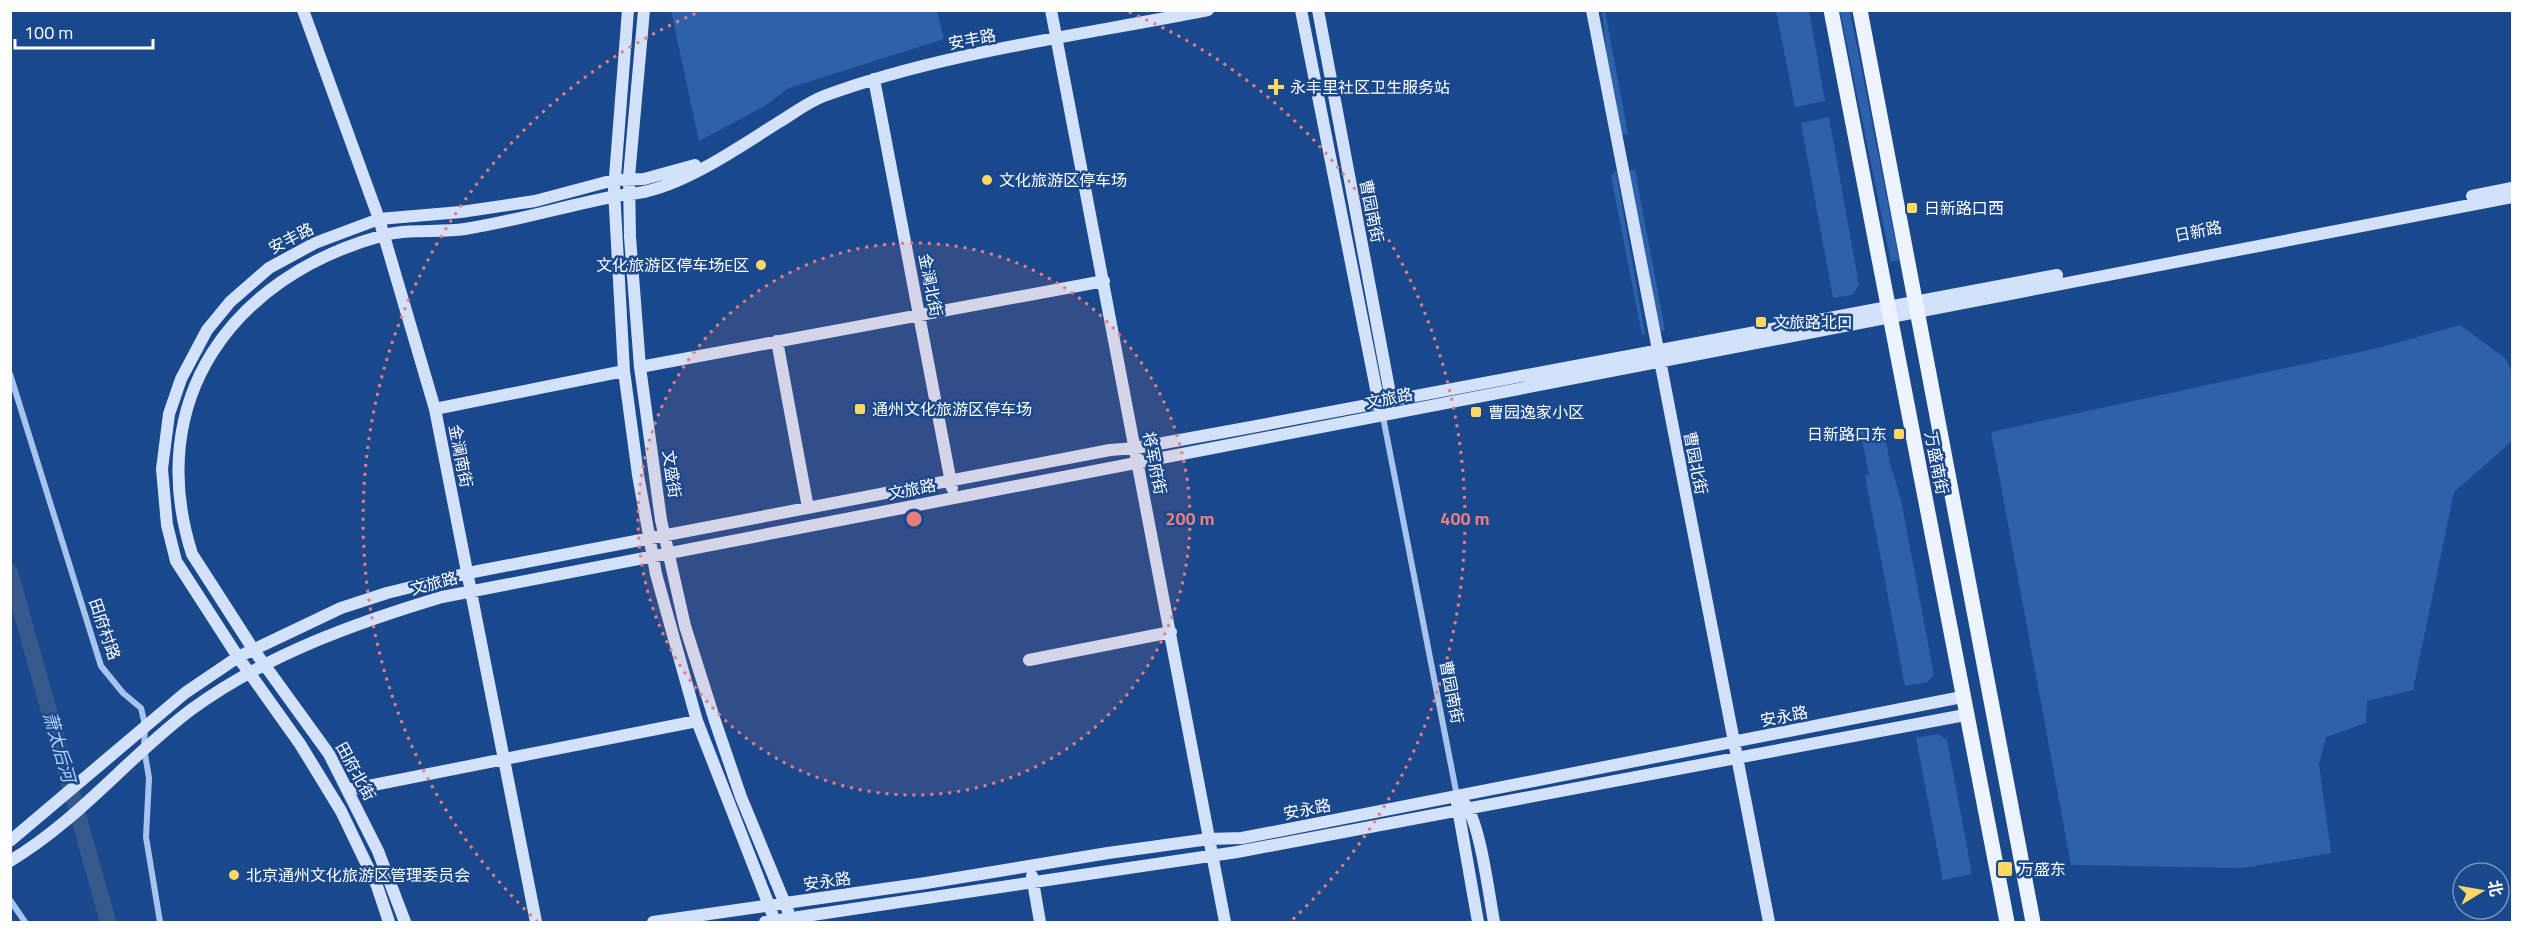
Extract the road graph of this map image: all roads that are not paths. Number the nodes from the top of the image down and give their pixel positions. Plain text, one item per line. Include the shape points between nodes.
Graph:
1 (303, 10) edge
2 (628, 10) edge
3 (644, 10) edge
4 (1051, 10) edge
5 (1208, 10) edge
6 (1301, 10) edge
7 (1318, 10) edge
8 (1592, 10) edge
9 (1831, 10) edge
10 (1860, 10) edge
11 (1057, 40) junction
12 (874, 79) junction
13 (756, 137) junction
14 (629, 177) junction
15 (614, 180) junction
16 (2512, 188) edge
17 (629, 194) junction
18 (614, 196) junction
19 (2512, 197) edge
20 (379, 219) junction
21 (383, 235) junction
22 (1104, 281) junction
23 (1916, 306) junction
24 (1890, 311) junction
25 (920, 314) junction
26 (777, 341) junction
27 (1657, 355) junction
28 (640, 367) junction
29 (624, 371) junction
30 (10, 374) edge
31 (1391, 399) junction
32 (1376, 402) junction
33 (435, 409) junction
34 (1383, 417) junction
35 (1137, 454) junction
36 (951, 482) junction
37 (954, 498) junction
38 (808, 508) junction
39 (665, 536) junction
40 (650, 539) junction
41 (668, 552) junction
42 (652, 555) junction
43 (468, 573) junction
44 (472, 590) junction
45 (1171, 632) junction
46 (253, 649) junction
47 (238, 657) junction
48 (1029, 660) dead end
49 (265, 664) junction
50 (250, 673) junction
51 (1962, 697) junction
52 (1965, 715) junction
53 (697, 721) junction
54 (145, 725) junction
55 (1735, 742) junction
56 (144, 748) junction
57 (1738, 757) junction
58 (503, 759) junction
59 (348, 790) junction
60 (1457, 796) junction
61 (1463, 810) junction
62 (1209, 839) junction
63 (10, 841) edge
64 (1212, 855) junction
65 (13, 860) edge
66 (1030, 866) junction
67 (1033, 883) junction
68 (10, 900) edge
69 (784, 904) junction
70 (768, 906) junction
71 (793, 920) edge
72 (25, 922) edge
73 (160, 922) edge
74 (389, 922) edge
75 (405, 922) edge
76 (536, 922) edge
77 (653, 922) edge
78 (773, 922) edge
79 (1040, 922) edge
80 (1225, 922) edge
81 (1478, 922) edge
82 (1494, 922) edge
83 (1768, 922) edge
84 (2007, 922) edge
85 (2033, 922) edge

1 - 20 main road, 金澜南街
2 - 15 main road, 文盛街
3 - 14 main road, 文盛街
4 - 11 main road, 将军府街
5 - 11 main road, 安丰路
6 - 32 main road, 曹园南街
7 - 31 main road, 曹园南街
8 - 27 main road, 曹园北街
9 - 24 main road, 万盛南街
10 - 23 main road, 万盛南街
11 - 12 main road, 安丰路
11 - 22 main road, 将军府街
12 - 13 main road, 安丰路 via 819,98
12 - 25 main road, 金澜北街
13 - 14 main road, 安丰路 via 704,163 644,179
13 - 17 main road, 安丰路 via 679,179
14 - 15 main road, 安丰路
14 - 17 main road, 文盛街
15 - 18 main road, 文盛街
15 - 20 main road, 安丰路 via 535,201
16 - 23 main road, 日新路
17 - 18 main road, 安丰路
17 - 28 main road, 文盛街
18 - 21 main road, 安丰路 via 548,214 462,230
18 - 29 main road, 文盛街
19 - 23 main road, 日新路
20 - 21 main road, 金澜南街
20 - 47 main road, 安丰路 via 299,250 242,290 202,338 174,396 165,432 162,470 171,543 177,561
21 - 33 main road, 金澜南街
21 - 46 main road, 安丰路 via 307,265 260,297 221,339 190,401 178,470 187,539 192,554
22 - 25 main road
22 - 35 main road, 将军府街
23 - 24 main road, 日新路
23 - 85 main road, 万盛南街
24 - 27 main road, 文旅路
24 - 51 main road, 万盛南街
25 - 26 main road
25 - 36 main road, 金澜北街
26 - 28 main road
26 - 38 main road
27 - 31 main road, 文旅路
27 - 34 main road, 文旅路
27 - 55 main road, 曹园北街
28 - 39 main road, 文盛街
29 - 33 main road
29 - 40 main road, 文盛街
30 - 54 street, 田府村路 via 101,666 141,708
31 - 32 main road, 文旅路
31 - 34 main road
32 - 34 main road, 曹园南街
32 - 35 main road, 文旅路
33 - 43 main road, 金澜南街
34 - 35 main road, 文旅路
34 - 60 street, 曹园南街
35 - 36 main road, 文旅路 via 1110,450
35 - 37 main road, 文旅路
35 - 45 main road, 将军府街
36 - 37 main road, 金澜北街
36 - 38 main road, 文旅路
37 - 41 main road, 文旅路
38 - 39 main road, 文旅路
39 - 40 main road, 文旅路
39 - 41 main road, 文盛街
40 - 42 main road, 文盛街
40 - 43 main road, 文旅路
41 - 42 main road, 文旅路
41 - 69 main road, 文盛街 via 685,626 715,721
42 - 44 main road, 文旅路
42 - 53 main road, 文盛街
43 - 44 main road, 金澜南街
43 - 46 main road, 文旅路 via 341,608
44 - 49 main road, 文旅路 via 349,627
44 - 58 main road, 金澜南街
45 - 48 main road
45 - 62 main road, 将军府街
46 - 47 main road, 文旅路
46 - 49 main road, 田府北街
47 - 50 main road, 田府北街
47 - 54 main road, 文旅路
49 - 50 main road, 文旅路
49 - 59 main road, 田府北街 via 329,754
50 - 56 main road, 文旅路 via 194,708
50 - 74 main road, 田府北街 via 341,811 373,877
51 - 52 main road, 万盛南街
51 - 55 main road, 安永路
52 - 57 main road, 安永路
52 - 84 main road, 万盛南街
53 - 58 main road
53 - 70 main road, 文盛街
54 - 56 street
54 - 63 main road, 文旅路
55 - 57 main road, 曹园北街
55 - 60 main road, 安永路
56 - 65 main road, 文旅路 via 81,808
56 - 73 street via 149,778 146,837
57 - 61 main road, 安永路
57 - 83 main road, 曹园北街
58 - 59 main road
58 - 76 main road, 金澜南街
59 - 75 main road, 田府北街 via 378,851
60 - 61 main road, 曹园南街
60 - 62 main road, 安永路 via 1242,838
61 - 64 main road, 安永路
61 - 81 main road, 曹园南街
61 - 82 main road, 曹园南街 via 1476,831
62 - 64 main road, 将军府街
62 - 66 main road, 安永路
64 - 67 main road, 安永路
64 - 80 main road, 将军府街
66 - 67 main road
66 - 69 main road, 安永路
67 - 71 main road, 安永路
67 - 79 main road
68 - 72 street
69 - 70 main road, 安永路
69 - 71 main road, 文盛街
70 - 77 main road, 安永路
70 - 78 main road, 文盛街
71 - 78 main road, 安永路

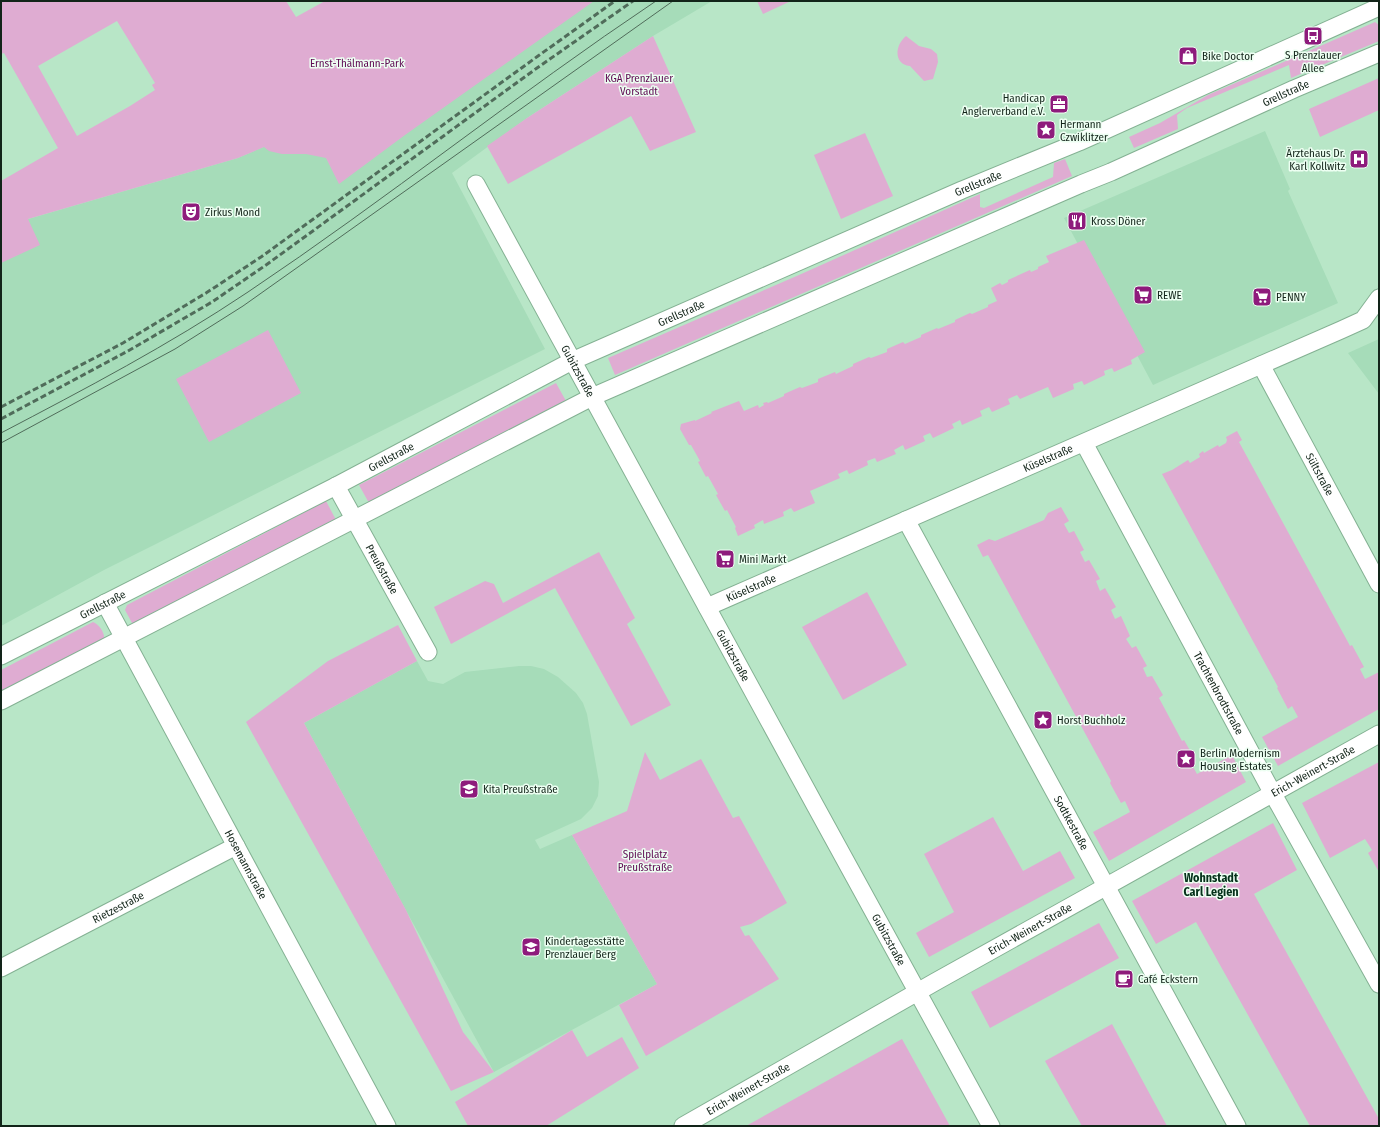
_ _ _ _ _ _ _
**ACTION ITEM:** From the first line to the last, copy the records above exactly and drop any pictures.

**TASK SOLUTION:**
Extract the road graph of this map image: all roads that are not paths. Number the nodes from the top of the image down and give their pixel positions. Plain text, one item per line. Include the shape points between nodes.
Graph:
1 (303, 10) edge
2 (628, 10) edge
3 (644, 10) edge
4 (1051, 10) edge
5 (1208, 10) edge
6 (1301, 10) edge
7 (1318, 10) edge
8 (1592, 10) edge
9 (1831, 10) edge
10 (1860, 10) edge
11 (1057, 40) junction
12 (874, 79) junction
13 (756, 137) junction
14 (629, 177) junction
15 (614, 180) junction
16 (2512, 188) edge
17 (629, 194) junction
18 (614, 196) junction
19 (2512, 197) edge
20 (379, 219) junction
21 (383, 235) junction
22 (1104, 281) junction
23 (1916, 306) junction
24 (1890, 311) junction
25 (920, 314) junction
26 (777, 341) junction
27 (1657, 355) junction
28 (640, 367) junction
29 (624, 371) junction
30 (10, 374) edge
31 (1391, 399) junction
32 (1376, 402) junction
33 (435, 409) junction
34 (1383, 417) junction
35 (1137, 454) junction
36 (951, 482) junction
37 (954, 498) junction
38 (808, 508) junction
39 (665, 536) junction
40 (650, 539) junction
41 (668, 552) junction
42 (652, 555) junction
43 (468, 573) junction
44 (472, 590) junction
45 (1171, 632) junction
46 (253, 649) junction
47 (238, 657) junction
48 (1029, 660) dead end
49 (265, 664) junction
50 (250, 673) junction
51 (1962, 697) junction
52 (1965, 715) junction
53 (697, 721) junction
54 (145, 725) junction
55 (1735, 742) junction
56 (144, 748) junction
57 (1738, 757) junction
58 (503, 759) junction
59 (348, 790) junction
60 (1457, 796) junction
61 (1463, 810) junction
62 (1209, 839) junction
63 (10, 841) edge
64 (1212, 855) junction
65 (13, 860) edge
66 (1030, 866) junction
67 (1033, 883) junction
68 (10, 900) edge
69 (784, 904) junction
70 (768, 906) junction
71 (793, 920) edge
72 (25, 922) edge
73 (160, 922) edge
74 (389, 922) edge
75 (405, 922) edge
76 (536, 922) edge
77 (653, 922) edge
78 (773, 922) edge
79 (1040, 922) edge
80 (1225, 922) edge
81 (1478, 922) edge
82 (1494, 922) edge
83 (1768, 922) edge
84 (2007, 922) edge
85 (2033, 922) edge

1 - 20 main road, 金澜南街
2 - 15 main road, 文盛街
3 - 14 main road, 文盛街
4 - 11 main road, 将军府街
5 - 11 main road, 安丰路
6 - 32 main road, 曹园南街
7 - 31 main road, 曹园南街
8 - 27 main road, 曹园北街
9 - 24 main road, 万盛南街
10 - 23 main road, 万盛南街
11 - 12 main road, 安丰路
11 - 22 main road, 将军府街
12 - 13 main road, 安丰路 via 819,98
12 - 25 main road, 金澜北街
13 - 14 main road, 安丰路 via 704,163 644,179
13 - 17 main road, 安丰路 via 679,179
14 - 15 main road, 安丰路
14 - 17 main road, 文盛街
15 - 18 main road, 文盛街
15 - 20 main road, 安丰路 via 535,201
16 - 23 main road, 日新路
17 - 18 main road, 安丰路
17 - 28 main road, 文盛街
18 - 21 main road, 安丰路 via 548,214 462,230
18 - 29 main road, 文盛街
19 - 23 main road, 日新路
20 - 21 main road, 金澜南街
20 - 47 main road, 安丰路 via 299,250 242,290 202,338 174,396 165,432 162,470 171,543 177,561
21 - 33 main road, 金澜南街
21 - 46 main road, 安丰路 via 307,265 260,297 221,339 190,401 178,470 187,539 192,554
22 - 25 main road
22 - 35 main road, 将军府街
23 - 24 main road, 日新路
23 - 85 main road, 万盛南街
24 - 27 main road, 文旅路
24 - 51 main road, 万盛南街
25 - 26 main road
25 - 36 main road, 金澜北街
26 - 28 main road
26 - 38 main road
27 - 31 main road, 文旅路
27 - 34 main road, 文旅路
27 - 55 main road, 曹园北街
28 - 39 main road, 文盛街
29 - 33 main road
29 - 40 main road, 文盛街
30 - 54 street, 田府村路 via 101,666 141,708
31 - 32 main road, 文旅路
31 - 34 main road
32 - 34 main road, 曹园南街
32 - 35 main road, 文旅路
33 - 43 main road, 金澜南街
34 - 35 main road, 文旅路
34 - 60 street, 曹园南街
35 - 36 main road, 文旅路 via 1110,450
35 - 37 main road, 文旅路
35 - 45 main road, 将军府街
36 - 37 main road, 金澜北街
36 - 38 main road, 文旅路
37 - 41 main road, 文旅路
38 - 39 main road, 文旅路
39 - 40 main road, 文旅路
39 - 41 main road, 文盛街
40 - 42 main road, 文盛街
40 - 43 main road, 文旅路
41 - 42 main road, 文旅路
41 - 69 main road, 文盛街 via 685,626 715,721
42 - 44 main road, 文旅路
42 - 53 main road, 文盛街
43 - 44 main road, 金澜南街
43 - 46 main road, 文旅路 via 341,608
44 - 49 main road, 文旅路 via 349,627
44 - 58 main road, 金澜南街
45 - 48 main road
45 - 62 main road, 将军府街
46 - 47 main road, 文旅路
46 - 49 main road, 田府北街
47 - 50 main road, 田府北街
47 - 54 main road, 文旅路
49 - 50 main road, 文旅路
49 - 59 main road, 田府北街 via 329,754
50 - 56 main road, 文旅路 via 194,708
50 - 74 main road, 田府北街 via 341,811 373,877
51 - 52 main road, 万盛南街
51 - 55 main road, 安永路
52 - 57 main road, 安永路
52 - 84 main road, 万盛南街
53 - 58 main road
53 - 70 main road, 文盛街
54 - 56 street
54 - 63 main road, 文旅路
55 - 57 main road, 曹园北街
55 - 60 main road, 安永路
56 - 65 main road, 文旅路 via 81,808
56 - 73 street via 149,778 146,837
57 - 61 main road, 安永路
57 - 83 main road, 曹园北街
58 - 59 main road
58 - 76 main road, 金澜南街
59 - 75 main road, 田府北街 via 378,851
60 - 61 main road, 曹园南街
60 - 62 main road, 安永路 via 1242,838
61 - 64 main road, 安永路
61 - 81 main road, 曹园南街
61 - 82 main road, 曹园南街 via 1476,831
62 - 64 main road, 将军府街
62 - 66 main road, 安永路
64 - 67 main road, 安永路
64 - 80 main road, 将军府街
66 - 67 main road
66 - 69 main road, 安永路
67 - 71 main road, 安永路
67 - 79 main road
68 - 72 street
69 - 70 main road, 安永路
69 - 71 main road, 文盛街
70 - 77 main road, 安永路
70 - 78 main road, 文盛街
71 - 78 main road, 安永路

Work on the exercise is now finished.